Finalizando, a investigação direta revisora ocorre quando o Ministério Público procura confirmar as informações e conclusões fornecidas pela polícia, fazendo uma análise se o procedimento investigatório já esta hábil a ensejar uma denúncia.

Nesta suposição, o inquérito policial é concluído e relatado, sendo em seguida encaminhado ao Ministério Público. Neste momento, o promotor tem três alternativas, a escolher uma: a) oferecer denúncia; b) promover o arquivamento; ou, c) requisitar outras diligências.

Há que se observar que pode ocorrer em algum caso específico que reste dúvida quanto a uma prova ou testemunho, ou até mesmo da conduta da polícia durante a investigação. Assim, na investigação revisora, o Ministério Público vai requisitar informações, ouvir testemunhas e realizar diretamente todas as diligências que entender necessárias para formar sua opinio delicti, como destinatário da prova colhida e, eventualmente, como fiscal externo da atividade policial.

Deve-se ressaltar, entretanto, que esta classificação atende apenas aos casos de investigação pré-processual, sendo que, por vezes, o Ministério Público tem acesso a um documento ou testemunho durante o processo penal.

2.1 A Primeira Investigação Criminal pelo Ministério Público no Brasil

Segundo Paulo RANGEL, [24] na época do regime militar, o Delegado de Polícia Sérgio Fernando Paranhos Fleury, homem forte no sistema de segurança pública do Estado de São Paulo, liderava o chamado "Esquadrão da Morte", grupo armado ligado ao tráfico de drogas e a execuções sumárias.

O Ministério Público à época não tinha independência funcional, o que lhe permitia ser pressionado pelos donos do poder. Ademais, Fleury era tinha muita influência no cenário político, sendo inclusive muito ligado ao Presidente Médici, com o qual havia feito uma aliança para combater a subversão.

Enquanto o Esquadrão da Morte atuava nenhuma medida coercitiva estatal era tomada, até que com a pressão internacional, e a insistência do Procurador de Justiça Hélio Bicudo iniciou-se uma investigação do caso.

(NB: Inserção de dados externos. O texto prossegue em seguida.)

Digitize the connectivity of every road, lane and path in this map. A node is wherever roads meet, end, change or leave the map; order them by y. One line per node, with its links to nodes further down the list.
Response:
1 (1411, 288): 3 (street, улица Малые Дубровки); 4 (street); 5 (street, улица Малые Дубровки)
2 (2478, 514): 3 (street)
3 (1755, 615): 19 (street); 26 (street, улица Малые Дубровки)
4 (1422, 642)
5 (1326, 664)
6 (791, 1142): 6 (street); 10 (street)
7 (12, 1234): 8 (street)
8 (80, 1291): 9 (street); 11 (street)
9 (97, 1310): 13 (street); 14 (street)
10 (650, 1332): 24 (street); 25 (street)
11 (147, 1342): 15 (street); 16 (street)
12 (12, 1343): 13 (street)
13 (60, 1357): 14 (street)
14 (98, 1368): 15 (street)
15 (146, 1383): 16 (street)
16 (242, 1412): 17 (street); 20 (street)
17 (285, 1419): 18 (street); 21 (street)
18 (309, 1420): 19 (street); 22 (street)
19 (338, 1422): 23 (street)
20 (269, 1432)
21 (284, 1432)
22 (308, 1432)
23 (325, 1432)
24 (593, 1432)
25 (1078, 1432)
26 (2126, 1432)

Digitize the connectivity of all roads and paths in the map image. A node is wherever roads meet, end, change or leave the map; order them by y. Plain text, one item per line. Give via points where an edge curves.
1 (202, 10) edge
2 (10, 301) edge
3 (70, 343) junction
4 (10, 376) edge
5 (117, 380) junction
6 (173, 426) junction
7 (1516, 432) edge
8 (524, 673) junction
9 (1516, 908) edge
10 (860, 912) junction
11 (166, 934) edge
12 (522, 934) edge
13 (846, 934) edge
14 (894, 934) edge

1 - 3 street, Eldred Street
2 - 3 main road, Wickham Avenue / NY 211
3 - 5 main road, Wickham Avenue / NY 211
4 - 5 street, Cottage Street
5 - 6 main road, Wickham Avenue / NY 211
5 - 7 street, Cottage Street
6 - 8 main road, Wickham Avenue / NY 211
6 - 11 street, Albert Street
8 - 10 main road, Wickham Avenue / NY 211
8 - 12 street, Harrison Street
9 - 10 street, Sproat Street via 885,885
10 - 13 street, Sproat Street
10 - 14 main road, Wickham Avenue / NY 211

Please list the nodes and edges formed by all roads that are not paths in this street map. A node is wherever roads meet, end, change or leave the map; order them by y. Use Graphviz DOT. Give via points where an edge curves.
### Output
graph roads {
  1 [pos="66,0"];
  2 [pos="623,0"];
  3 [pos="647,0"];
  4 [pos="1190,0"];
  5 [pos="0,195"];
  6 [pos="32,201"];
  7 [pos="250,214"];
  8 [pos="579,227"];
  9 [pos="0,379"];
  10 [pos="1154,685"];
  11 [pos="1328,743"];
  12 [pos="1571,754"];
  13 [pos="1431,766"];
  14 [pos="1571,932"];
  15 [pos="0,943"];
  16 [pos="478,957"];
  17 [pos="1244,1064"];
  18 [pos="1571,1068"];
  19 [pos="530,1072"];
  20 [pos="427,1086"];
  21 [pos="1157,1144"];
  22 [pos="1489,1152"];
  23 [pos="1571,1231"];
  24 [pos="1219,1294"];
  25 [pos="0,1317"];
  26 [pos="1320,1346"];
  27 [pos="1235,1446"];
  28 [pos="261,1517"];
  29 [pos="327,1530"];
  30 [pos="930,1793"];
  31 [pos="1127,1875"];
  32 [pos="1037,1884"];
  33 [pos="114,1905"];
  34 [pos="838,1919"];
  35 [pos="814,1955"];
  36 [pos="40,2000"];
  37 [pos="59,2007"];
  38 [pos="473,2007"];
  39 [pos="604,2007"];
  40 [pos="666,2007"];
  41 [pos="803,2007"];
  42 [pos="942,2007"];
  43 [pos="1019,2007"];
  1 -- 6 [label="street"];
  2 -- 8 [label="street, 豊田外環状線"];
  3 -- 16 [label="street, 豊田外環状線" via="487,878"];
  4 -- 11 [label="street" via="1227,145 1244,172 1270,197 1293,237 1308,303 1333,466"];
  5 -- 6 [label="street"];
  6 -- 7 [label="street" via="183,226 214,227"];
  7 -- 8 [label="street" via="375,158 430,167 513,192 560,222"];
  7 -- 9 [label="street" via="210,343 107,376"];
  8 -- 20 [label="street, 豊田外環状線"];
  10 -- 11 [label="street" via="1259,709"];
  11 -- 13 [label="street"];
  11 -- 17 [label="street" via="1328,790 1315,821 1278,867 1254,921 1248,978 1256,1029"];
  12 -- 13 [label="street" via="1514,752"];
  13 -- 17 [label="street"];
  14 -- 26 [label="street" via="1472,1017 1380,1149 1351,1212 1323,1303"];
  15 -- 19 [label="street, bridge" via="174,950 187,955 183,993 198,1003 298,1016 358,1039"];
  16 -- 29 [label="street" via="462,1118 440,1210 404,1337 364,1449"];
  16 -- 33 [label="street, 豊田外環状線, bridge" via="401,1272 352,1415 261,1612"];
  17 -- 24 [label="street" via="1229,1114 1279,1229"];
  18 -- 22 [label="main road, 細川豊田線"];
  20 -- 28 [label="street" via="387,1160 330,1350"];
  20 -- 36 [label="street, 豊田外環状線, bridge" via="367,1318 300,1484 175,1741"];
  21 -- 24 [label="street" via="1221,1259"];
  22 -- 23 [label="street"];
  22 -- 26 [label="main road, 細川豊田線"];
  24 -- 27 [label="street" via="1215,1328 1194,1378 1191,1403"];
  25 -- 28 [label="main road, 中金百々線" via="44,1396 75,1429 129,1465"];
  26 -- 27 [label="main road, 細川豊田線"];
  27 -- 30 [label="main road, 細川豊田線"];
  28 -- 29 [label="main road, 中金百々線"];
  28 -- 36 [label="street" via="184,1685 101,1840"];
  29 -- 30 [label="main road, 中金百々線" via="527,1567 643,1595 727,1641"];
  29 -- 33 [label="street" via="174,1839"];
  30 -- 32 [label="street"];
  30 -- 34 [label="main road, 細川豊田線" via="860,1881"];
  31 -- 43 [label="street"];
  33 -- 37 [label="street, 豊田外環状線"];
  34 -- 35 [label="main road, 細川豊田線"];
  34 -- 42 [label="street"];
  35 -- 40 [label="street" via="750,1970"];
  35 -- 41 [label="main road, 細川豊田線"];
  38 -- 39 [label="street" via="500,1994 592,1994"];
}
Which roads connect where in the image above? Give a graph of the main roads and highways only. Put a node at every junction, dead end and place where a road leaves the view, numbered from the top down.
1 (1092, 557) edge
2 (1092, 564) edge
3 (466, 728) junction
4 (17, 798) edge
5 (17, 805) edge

Designado para realizar, pessoal e diretamente, as investigações criminais sobre as atividades do grupo, Hélio Bicudo instaurou vários processos contra Fleury. Entretanto, em vista do grande poder exercido por Fleury, o Procurador foi afastado das investigações e foi aprovada a Lei 5941/73, que ficou conhecida como Lei Fleury, a qual foi encomendada para garantir a liberdade provisória do Delegado caso o processo realmente tivesse seguimento. O Delegado conseguiu com sua influência política encerrar a investigação criminal.

Este caso, à propósito do tema, permite observar que o Ministério Público realizou investigação criminal direta em 1973, durante o regime militar e quando ainda não possuía a maioria de suas modernas atribuições, bem como não tinha garantias constitucionais, como a inamovibilidade, o que facilitou o encerramento das investigações criminais, conforme os interesses do governo, mas foi o marco inicial da atividade investigativa do Ministério Público no Brasil.


3. A (IN)CONSTITUCIONALIDADE DO PODER DE INVESTIGAÇÃO DO MINISTÉRIO PÚBLICO

3.1 ARGUMENTOS PARA A INCONSTITUCIONALIDADE

A posição daqueles que se opõem à investigação pelo Ministério Público é composta de um conjunto de argumentos que podem ser ordenados em três tópicos principais.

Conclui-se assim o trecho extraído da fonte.